Nobody's career makes sense
Like, fine, maybe 10-20% of the people you meet are doing the thing they expected to do, in the way they expected to do it, a decade ago. Maybe they went to school for that thing. They may love it, or they may be deeply unhappy. But at least they have a story that makes sense at parties.
For everyone else, though, it ends up being kind of a mess. You take a job that you think you'll love but it isn't at all what you thought it would be. You wallow in that for a few years until a former colleague tells you their new place is way better, and you jump ship. The new place is better in general, but your direct boss is a nightmare so after eight months you take a remote job that sounds more boring but it's 20% more money and a title bump. It's fine. You dodge a few layoffs, but three years into it you haven't really made any progress, the place is sort of a revolving door, and your friend who recruited you to the last job is now a VP. Your third boss in a year, let's call them Sam, hops into a one on one with you and, trying their best, asks, "So, what do you really want from your career?"

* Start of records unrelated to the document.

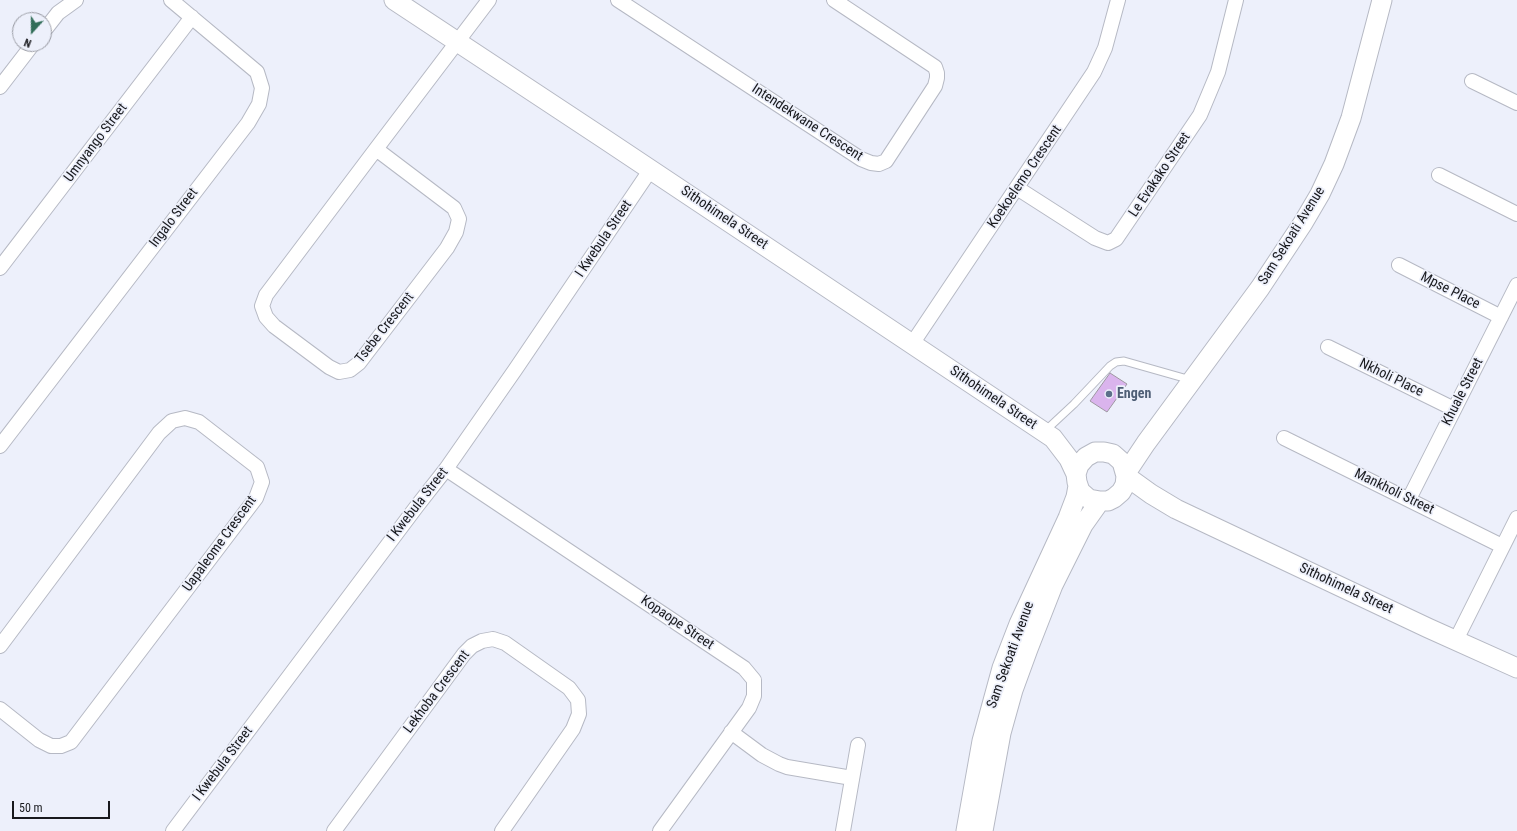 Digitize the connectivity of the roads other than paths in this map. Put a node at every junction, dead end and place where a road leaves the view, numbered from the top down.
1 (76, 0) edge
2 (171, 0) edge
3 (394, 0) edge
4 (489, 0) edge
5 (618, 0) edge
6 (834, 0) edge
7 (1118, 0) edge
8 (1236, 0) edge
9 (1382, 0) edge
10 (192, 17) junction
11 (52, 20) edge
12 (457, 41) junction
13 (27, 52) edge
14 (1472, 81) dead end
15 (0, 87) edge
16 (1517, 103) edge
17 (376, 149) junction
18 (651, 170) junction
19 (1439, 174) dead end
20 (1018, 188) junction
21 (1517, 214) edge
22 (1399, 265) dead end
23 (0, 268) edge
24 (1517, 285) edge
25 (1501, 317) junction
26 (912, 344) junction
27 (1328, 347) dead end
28 (1193, 380) junction
29 (1454, 408) junction
30 (1048, 435) junction
31 (1284, 438) dead end
32 (1146, 443) junction
33 (0, 446) edge
34 (1104, 453) junction
35 (446, 469) junction
36 (1126, 475) junction
37 (1077, 480) junction
38 (1410, 499) junction
39 (1107, 500) junction
40 (1176, 509) junction
41 (1517, 518) edge
42 (1502, 546) junction
43 (1456, 640) junction
44 (0, 646) edge
45 (1517, 668) edge
46 (0, 709) edge
47 (731, 732) junction
48 (858, 745) dead end
49 (852, 778) junction
50 (172, 831) edge
51 (334, 831) edge
52 (502, 831) edge
53 (660, 831) edge
54 (843, 831) edge
55 (966, 831) edge
56 (983, 831) edge

1 - 11 street
2 - 10 street, Ingalo Street
3 - 12 street, Sithohimela Street
4 - 12 street, Tsebe Crescent
5 - 6 street, Intendekwane Crescent
7 - 20 street, Koekoelemo Crescent
8 - 20 street, Le Evakako Street
9 - 28 street, Sam Sekoati Avenue
10 - 23 street, Umnyango Street
10 - 33 street, Ingalo Street
12 - 17 street, Tsebe Crescent
12 - 18 street, Sithohimela Street
13 - 15 street
14 - 16 street
17 - 17 street, Tsebe Crescent
18 - 26 street, Sithohimela Street
18 - 35 street, I Kwebula Street
19 - 21 street
20 - 26 street, Koekoelemo Crescent
22 - 25 street, Mpse Place
24 - 25 street, Khuale Street
25 - 29 street, Khuale Street
26 - 30 street, Sithohimela Street
27 - 29 street, Nkholi Place
28 - 30 lane
28 - 32 street, Sam Sekoati Avenue
29 - 38 street, Khuale Street
30 - 34 street, Sithohimela Street
30 - 37 street, Sithohimela Street
31 - 38 street, Mankholi Street
32 - 34 street
32 - 36 street, Sam Sekoati Avenue
34 - 36 street
34 - 37 street
35 - 47 street, Kopaope Street
35 - 50 street, I Kwebula Street
36 - 39 street
36 - 40 street, Sithohimela Street
37 - 39 street
37 - 55 street, Sam Sekoati Avenue
38 - 42 street, Mankholi Street
39 - 40 street, Sithohimela Street
39 - 56 street, Sam Sekoati Avenue
40 - 43 street, Sithohimela Street
41 - 42 street
42 - 43 street
43 - 45 street, Sithohimela Street
44 - 46 street, Uapaleome Crescent
47 - 49 street
47 - 53 street, Kopaope Street
48 - 49 street
49 - 54 street
51 - 52 street, Lekhoba Crescent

Like, from a cold start, what are you supposed to say, right? Meaning? A sense that my work has substance and integrity, and reflects the striving, creative, multi-layered person that I am instead of stuck in meetings I don't need to be a part of? Seriously Sam are you sure you want this smoke? Did you see what they did to our man Elmo?
So you say something about wanting to understand the path to Director. And Sam answers but sort of vaguely because you haven't exactly been standing out as an internal candidate. Which is fine because you're not actually excited about Director anyway, except that it's more money and, like, what else are you supposed to say?

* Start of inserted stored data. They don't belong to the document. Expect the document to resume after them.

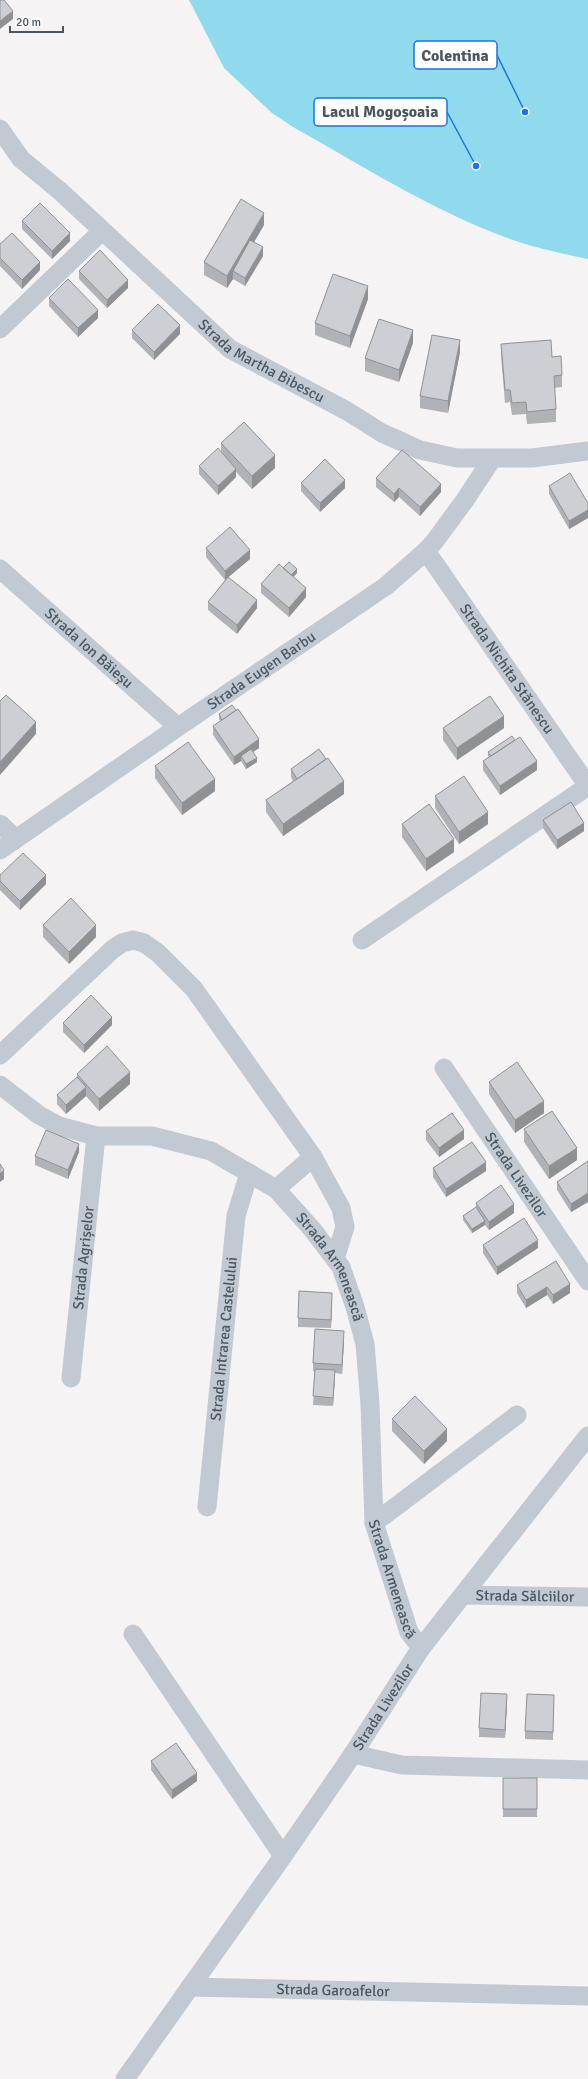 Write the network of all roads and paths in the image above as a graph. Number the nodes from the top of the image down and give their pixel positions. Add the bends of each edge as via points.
1 (0, 129) edge
2 (102, 232) junction
3 (0, 329) edge
4 (588, 450) edge
5 (492, 459) junction
6 (426, 551) junction
7 (0, 569) edge
8 (178, 726) junction
9 (588, 786) edge
10 (0, 824) edge
11 (16, 838) junction
12 (0, 850) edge
13 (362, 940) dead end
14 (0, 1055) edge
15 (444, 1068) dead end
16 (0, 1085) edge
17 (96, 1136) junction
18 (313, 1157) junction
19 (249, 1173) junction
20 (276, 1189) junction
21 (335, 1259) junction
22 (588, 1281) edge
23 (71, 1378) dead end
24 (517, 1415) dead end
25 (588, 1436) edge
26 (207, 1507) dead end
27 (374, 1523) junction
28 (463, 1595) junction
29 (588, 1596) edge
30 (133, 1634) dead end
31 (421, 1648) junction
32 (353, 1754) junction
33 (588, 1770) edge
34 (283, 1856) junction
35 (190, 1987) junction
36 (588, 1996) edge
37 (125, 2079) edge

1 - 2 street, Strada Martha Bibescu via 22,159
2 - 3 street
2 - 5 street, Strada Martha Bibescu via 230,349 347,411 382,433 420,450 457,458
4 - 5 street, Strada Martha Bibescu via 532,458
5 - 6 street, Strada Eugen Barbu
6 - 8 street, Strada Eugen Barbu via 386,586
6 - 9 street, Strada Nichita Stănescu
7 - 8 street, Strada Ion Băieșu
8 - 11 street, Strada Eugen Barbu
9 - 13 street
10 - 11 street
11 - 12 street, Strada Eugen Barbu
14 - 18 street via 112,949 122,942 133,940 144,943 158,953 194,989
15 - 22 street, Strada Livezilor
16 - 17 street, Strada Armenească via 39,1115 59,1126
17 - 19 street, Strada Armenească via 152,1136 211,1151
17 - 23 street, Strada Agrișelor
18 - 20 street
18 - 21 street via 341,1208 345,1227
19 - 20 street, Strada Armenească
19 - 26 street, Strada Intrarea Castelului via 236,1216
20 - 21 street, Strada Armenească
21 - 27 street, Strada Armenească via 341,1267 356,1307 365,1344
24 - 27 street
25 - 28 street, Strada Livezilor
27 - 31 street, Strada Armenească via 409,1632
28 - 29 street, Strada Sălciilor
28 - 31 street, Strada Livezilor
30 - 34 street
31 - 32 street, Strada Livezilor
32 - 33 street via 402,1765
32 - 34 street, Strada Livezilor
34 - 35 street, Strada Livezilor
35 - 36 street, Strada Garoafelor
35 - 37 street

We're willing to put a lot of things at the feet of managers in this little newsletter of ours. But fundamentally, this one is not Sam's to carry. Yes, a good boss can be an incredible ally and sponsor and door-opener and opportunity-spotter. But only if they know — only if you know — what actually matters to you.

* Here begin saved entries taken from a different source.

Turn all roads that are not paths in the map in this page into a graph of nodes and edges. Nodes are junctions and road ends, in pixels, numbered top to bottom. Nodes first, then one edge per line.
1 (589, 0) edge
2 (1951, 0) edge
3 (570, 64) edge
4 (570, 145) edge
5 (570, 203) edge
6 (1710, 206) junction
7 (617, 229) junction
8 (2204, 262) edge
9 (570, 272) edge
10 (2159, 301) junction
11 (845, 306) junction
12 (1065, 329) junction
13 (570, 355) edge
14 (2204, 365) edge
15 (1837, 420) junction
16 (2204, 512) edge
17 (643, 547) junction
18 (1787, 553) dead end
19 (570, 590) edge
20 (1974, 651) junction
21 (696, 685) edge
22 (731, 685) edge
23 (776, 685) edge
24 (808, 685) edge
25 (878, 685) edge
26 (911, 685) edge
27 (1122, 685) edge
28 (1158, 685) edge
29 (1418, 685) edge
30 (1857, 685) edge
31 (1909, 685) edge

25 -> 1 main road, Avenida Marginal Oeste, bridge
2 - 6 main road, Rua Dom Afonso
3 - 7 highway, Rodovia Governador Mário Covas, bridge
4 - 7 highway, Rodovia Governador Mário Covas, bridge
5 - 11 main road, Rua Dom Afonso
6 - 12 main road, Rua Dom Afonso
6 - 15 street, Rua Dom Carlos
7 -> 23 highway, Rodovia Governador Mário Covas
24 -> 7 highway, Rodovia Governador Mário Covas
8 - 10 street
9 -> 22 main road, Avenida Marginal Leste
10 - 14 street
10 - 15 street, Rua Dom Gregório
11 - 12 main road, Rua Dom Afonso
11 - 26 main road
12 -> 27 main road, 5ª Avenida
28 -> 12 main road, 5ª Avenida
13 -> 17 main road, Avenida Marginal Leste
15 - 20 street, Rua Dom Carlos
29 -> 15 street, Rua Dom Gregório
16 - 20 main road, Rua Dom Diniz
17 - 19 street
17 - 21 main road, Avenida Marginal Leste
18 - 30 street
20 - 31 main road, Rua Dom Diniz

What if you don't know what you want?
If you have a clear answer to the question of what matters, and where you want your career to go, we're cheering for you. But the good news is that even if those topics have you drawing a complete blank, you can figure it out. Try this just to get started.
Think of three times work has felt great. Could be the same job or separate ones across different industries. Could be a single afternoon or a months-long project or a side-hustle. Why were they great? Be specific. Was it about the work? Was it about the people? What about them? The biggest lie about career planning is that it's a flow from one title to the next. Titles are a descriptor, not a predictor, and in a career conversation they can box in your thinking. So forget titles for a minute, what work actually feels good to you?
Okay and with all that work-could-be-good-if-it-looked-like-this juice flowing, here's a second question to sit with: who has a job that seems cool to you? Again, forget titles or stature or whether you're tall enough to dunk — who is out there doing work you'd love to be doing, and what is it about that work that seems so great?
Maybe, maybe you get to the end of this exercise and your answer is that you want to be in your current org, in your current department, you just want to be a Director. That's great! That's a really righteous outcome and that clarity will change how you engage in your work, and in your next conversation with Sam. But maybe the answer you reach won't be nearby. Maybe it's not even in the same ballpark, or the same sport. That's good, too! Once you've got a direction you're looking, you can start to measure and reduce the distance between where you are and where you want to be.
And no. We are not here for that "if you work at something you love you'll never work a day again" line. We love our work and we promise we work hard at it. But we're also not willing to accept that quiet quitting a lazy job is as good as it gets. It's okay to want more than that. You're allowed to want your work to be meaningful, and joyful. It just isn't gonna get there without your help.